Divergent thinking can make better software

If your development team wants to build genuinely new features or services that are innovative or “outside the box”, how would you do it?

In broad strokes, often there’s an initial design discussion to map the project requirements to a sensible idea. Then there may be a proof of concept to test any risky parts. Finally the team develops the idea into a solution, and tests it. This overall approach uses convergent thinking to identify a solution.

Would it surprise you to know this approach is firmly inside the proverbial box, and less likely to lead to a genuinely new or innovative solution?

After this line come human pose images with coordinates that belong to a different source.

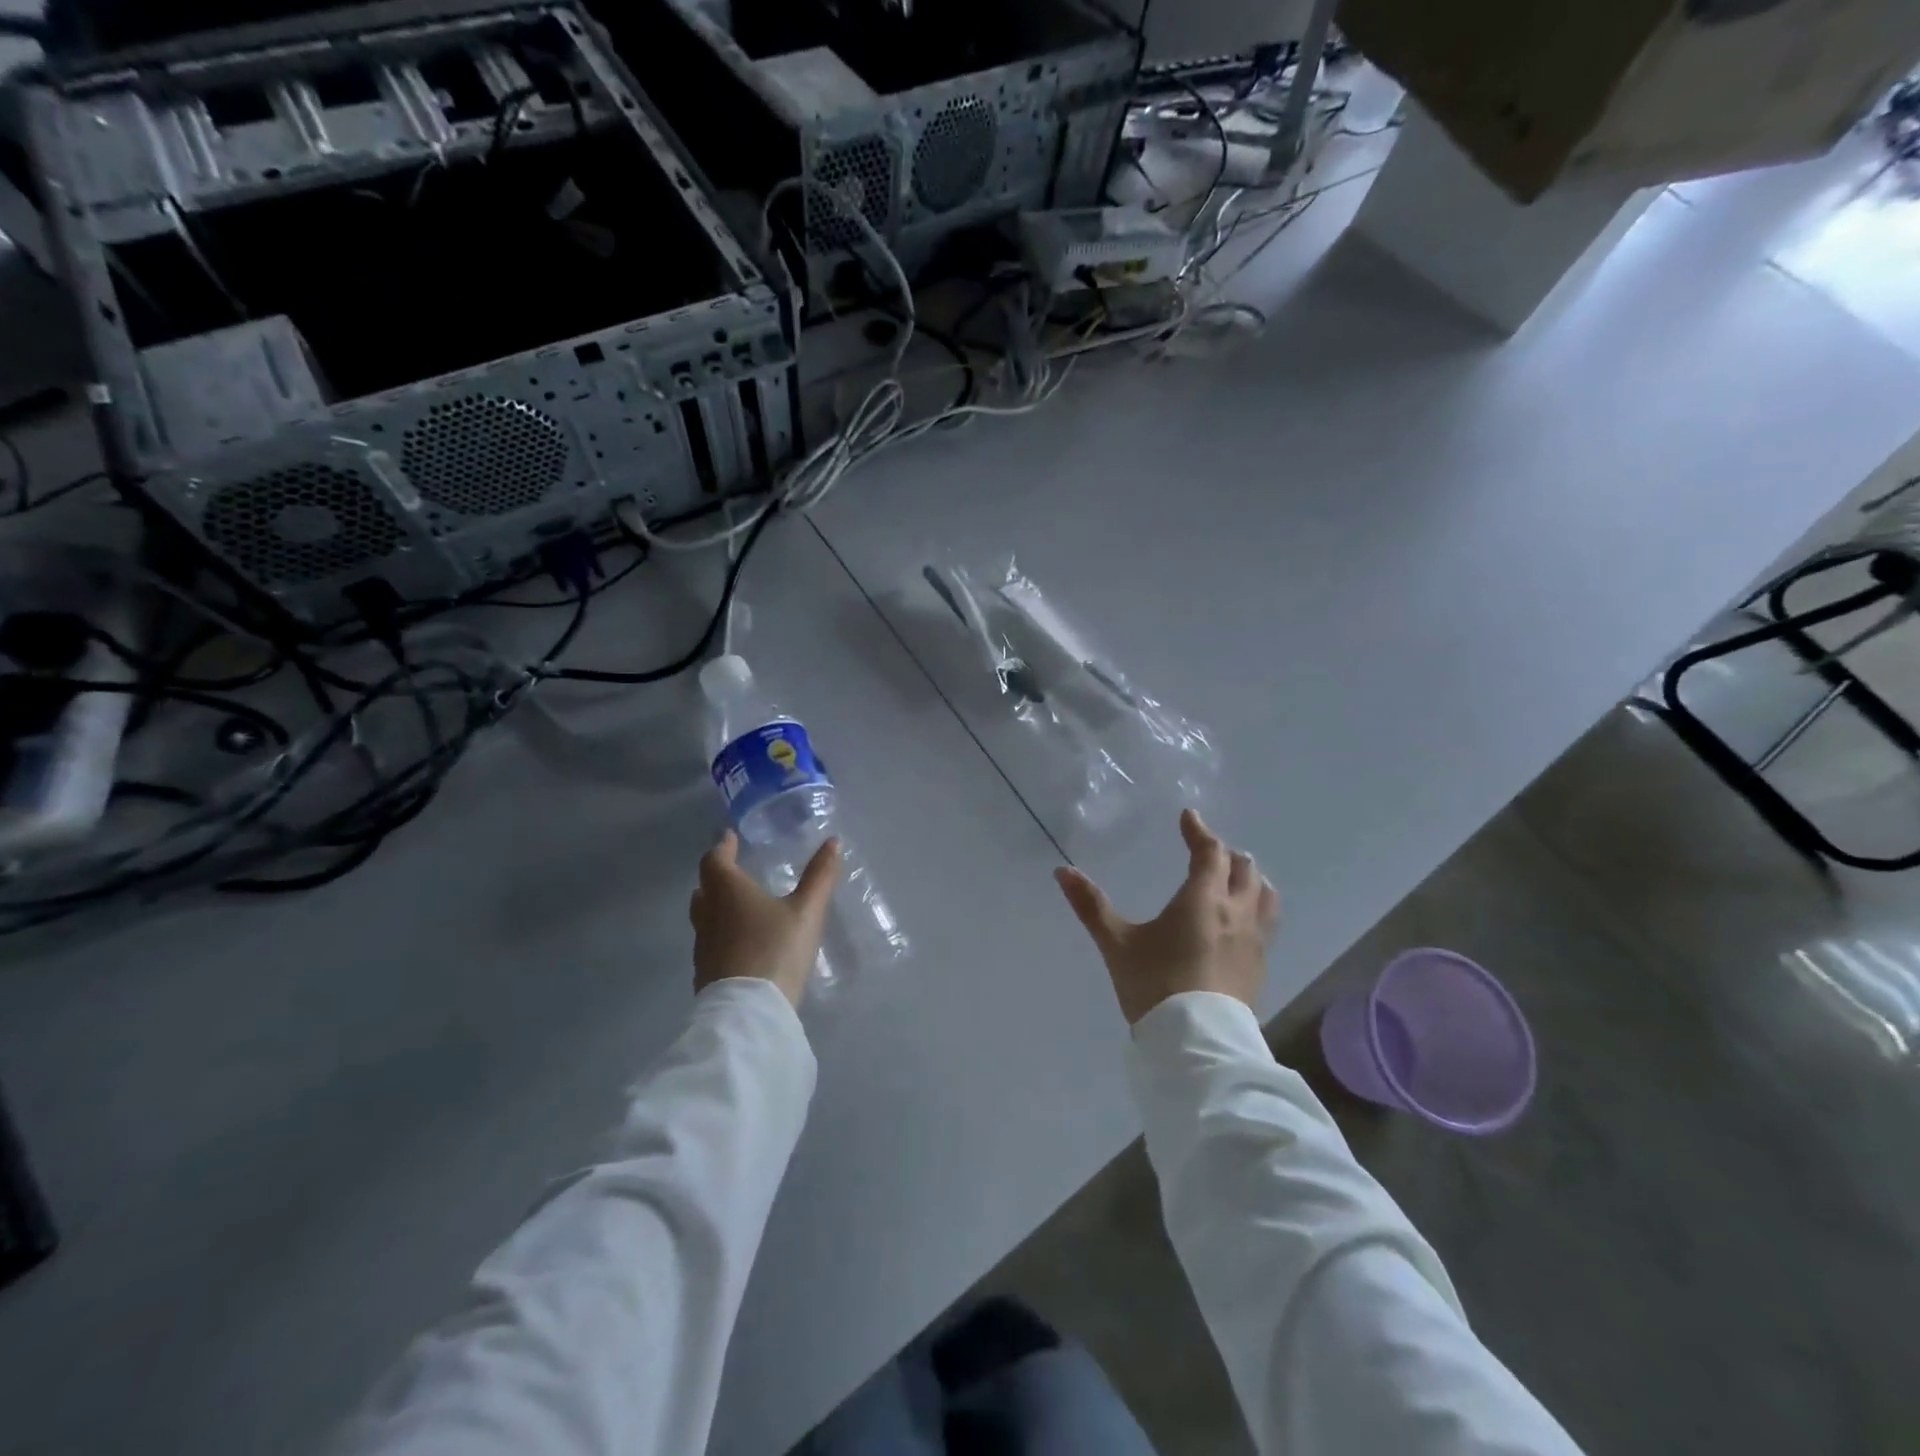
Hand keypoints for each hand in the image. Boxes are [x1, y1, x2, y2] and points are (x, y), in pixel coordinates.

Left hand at [691, 831, 841, 1007]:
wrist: (749, 1012)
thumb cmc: (776, 950)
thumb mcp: (807, 911)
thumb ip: (820, 876)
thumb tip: (832, 841)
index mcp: (728, 891)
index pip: (715, 860)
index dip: (723, 846)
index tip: (729, 836)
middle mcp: (708, 914)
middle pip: (704, 888)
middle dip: (717, 877)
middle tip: (734, 870)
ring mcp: (703, 946)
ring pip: (704, 916)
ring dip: (716, 906)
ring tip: (738, 905)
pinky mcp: (706, 973)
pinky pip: (710, 942)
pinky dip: (721, 933)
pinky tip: (741, 942)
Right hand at [1055, 809, 1278, 1024]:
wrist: (1195, 1043)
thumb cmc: (1154, 984)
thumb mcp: (1116, 943)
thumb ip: (1091, 905)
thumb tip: (1062, 871)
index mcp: (1203, 899)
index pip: (1210, 852)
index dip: (1199, 831)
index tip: (1187, 817)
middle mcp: (1236, 912)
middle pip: (1244, 869)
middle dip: (1225, 853)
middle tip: (1206, 850)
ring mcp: (1254, 941)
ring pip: (1265, 895)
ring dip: (1250, 878)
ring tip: (1235, 878)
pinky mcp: (1260, 966)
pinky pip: (1267, 922)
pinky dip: (1257, 907)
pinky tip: (1241, 921)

Try divergent thinking instead

Over the years, I’ve seen many teams get better results when they approach a problem by first identifying as many diverse possibilities as they can. Initially, they seek out and welcome all ideas, lots and lots of ideas, including incompatible, unusual, or impossible ones. None of these divergent ideas are critiqued or assessed at this stage. That’s key in divergent thinking.

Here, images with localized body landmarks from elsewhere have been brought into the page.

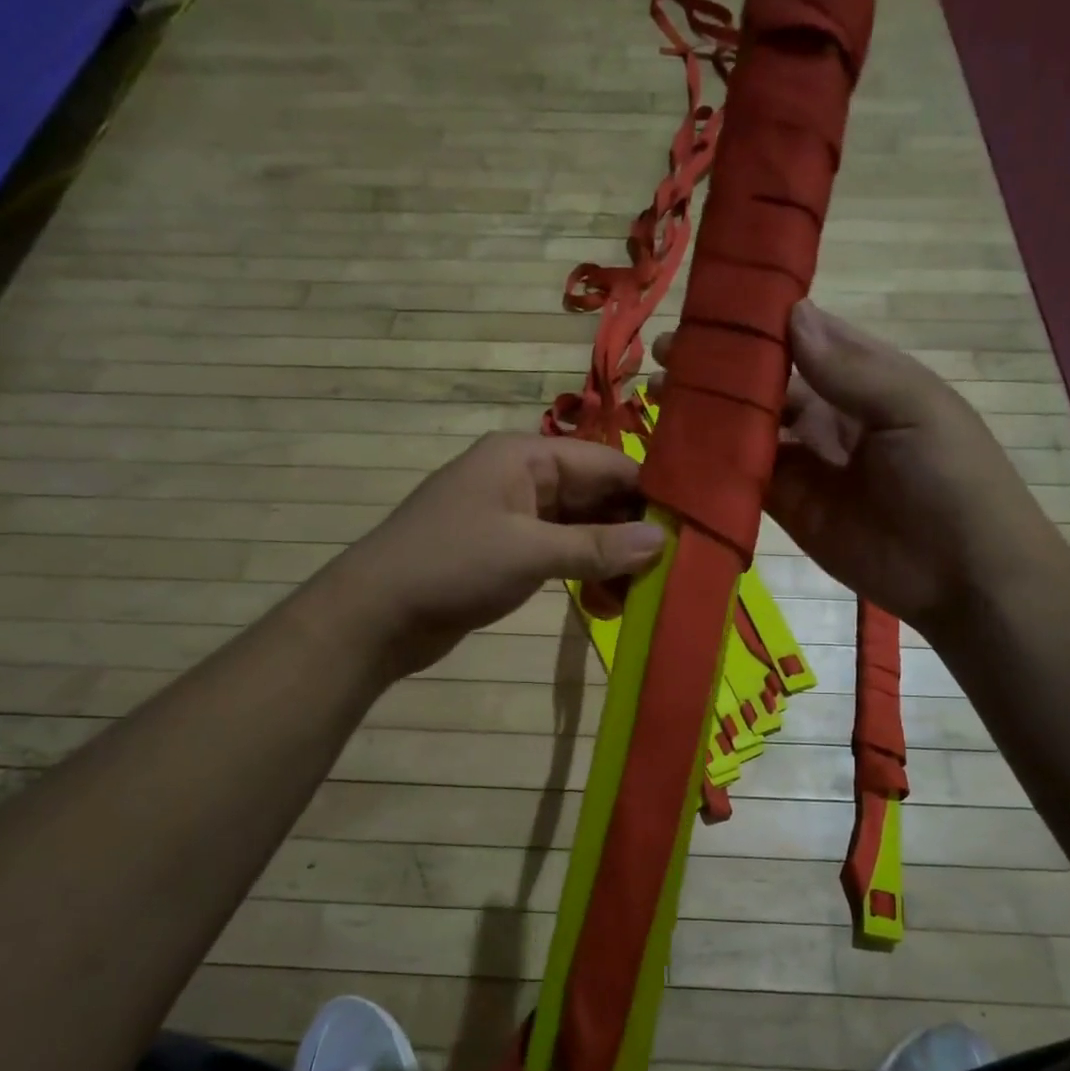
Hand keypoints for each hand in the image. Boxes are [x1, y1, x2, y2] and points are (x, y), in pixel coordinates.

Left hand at [316, 433, 664, 678]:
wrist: (376, 614)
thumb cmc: (451, 565)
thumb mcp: (528, 552)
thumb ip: (596, 547)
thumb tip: (661, 541)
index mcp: (525, 456)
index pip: (606, 463)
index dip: (649, 492)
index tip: (693, 524)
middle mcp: (523, 477)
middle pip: (596, 495)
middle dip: (633, 530)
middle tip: (678, 565)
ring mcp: (514, 516)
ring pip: (581, 528)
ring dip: (611, 557)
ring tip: (647, 591)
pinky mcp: (508, 551)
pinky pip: (560, 553)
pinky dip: (585, 572)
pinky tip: (609, 600)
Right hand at [656, 301, 1069, 641]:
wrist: (962, 577)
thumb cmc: (951, 479)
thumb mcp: (913, 410)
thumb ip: (850, 369)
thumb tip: (792, 313)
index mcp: (864, 378)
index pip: (803, 338)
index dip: (757, 324)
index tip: (705, 310)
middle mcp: (828, 414)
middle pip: (765, 384)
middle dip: (718, 369)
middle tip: (663, 356)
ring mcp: (804, 463)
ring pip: (747, 429)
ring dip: (707, 414)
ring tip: (656, 397)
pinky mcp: (786, 507)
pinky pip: (743, 480)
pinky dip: (712, 467)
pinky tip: (674, 451)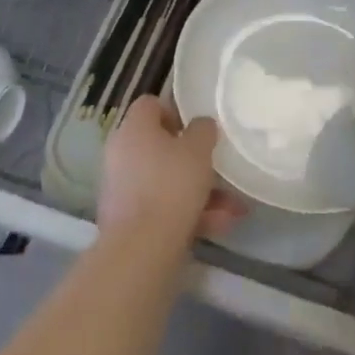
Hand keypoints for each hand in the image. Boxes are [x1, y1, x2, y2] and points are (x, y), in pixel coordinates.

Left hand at [99, 96, 246, 248]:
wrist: (141, 249)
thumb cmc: (171, 185)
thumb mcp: (199, 149)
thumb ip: (203, 129)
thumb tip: (200, 126)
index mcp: (133, 129)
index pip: (150, 105)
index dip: (175, 111)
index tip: (197, 127)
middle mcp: (121, 154)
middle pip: (160, 146)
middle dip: (194, 160)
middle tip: (218, 168)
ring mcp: (122, 189)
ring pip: (166, 181)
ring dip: (199, 191)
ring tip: (232, 208)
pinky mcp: (127, 221)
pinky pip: (161, 207)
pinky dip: (188, 213)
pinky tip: (219, 225)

What is divergent thinking?

Divergent thinking isn’t the same thing as creativity—it’s an essential part of creativity. It is the ability to see:

  • lots of possible ways to interpret a question.
  • lots and lots of possible answers to those questions.

Divergent methods ask people to set aside linear or convergent approaches. Instead, people identify many ways to solve the problem. They let impossible ideas inspire ideas that are possible. They try different things, borrow parts of ideas from each other, let go of ownership and let go of the belief that their idea is too good to edit, or too good to combine with those of others. Only after this divergent process—after the problem space is saturated with ideas—is it time to converge, to assess, to use judgement, and to make design decisions.

Borrowing and combining each other’s ideas partway through the divergent stage is a form of design collaboration that all members of your project team contribute to. It prepares the team to embrace the inevitable, necessary changes as feedback from user research, customers and stakeholders, and QA arrives. Because the team has learned that no idea is too good to change.

How do we start ‘divergent thinking’?

Formally trained designers learned at school to use divergent thinking up front. They’re taught to explore multiple ideas and to “saturate the problem space” with ideas.

But your entire development team can benefit from divergent thinking. This approach usually saves your project months of rework. And customers benefit from better, more innovative solutions.

If you want a step-by-step method, then—after you finish reading this post—look at the Five Sketches™ method.

One software development team spent five days redesigning their mine-scheduling software into a touch-enabled user interface. The company wanted to be first to market, so there was no competitor to copy from. The team had to explore options and to innovate—something the team’s linear-thinking software developers had never done. After using the Five Sketches method for one week, the team’s development manager said: “This has saved us months of work! Months!”

That’s what divergent thinking can do for software development teams.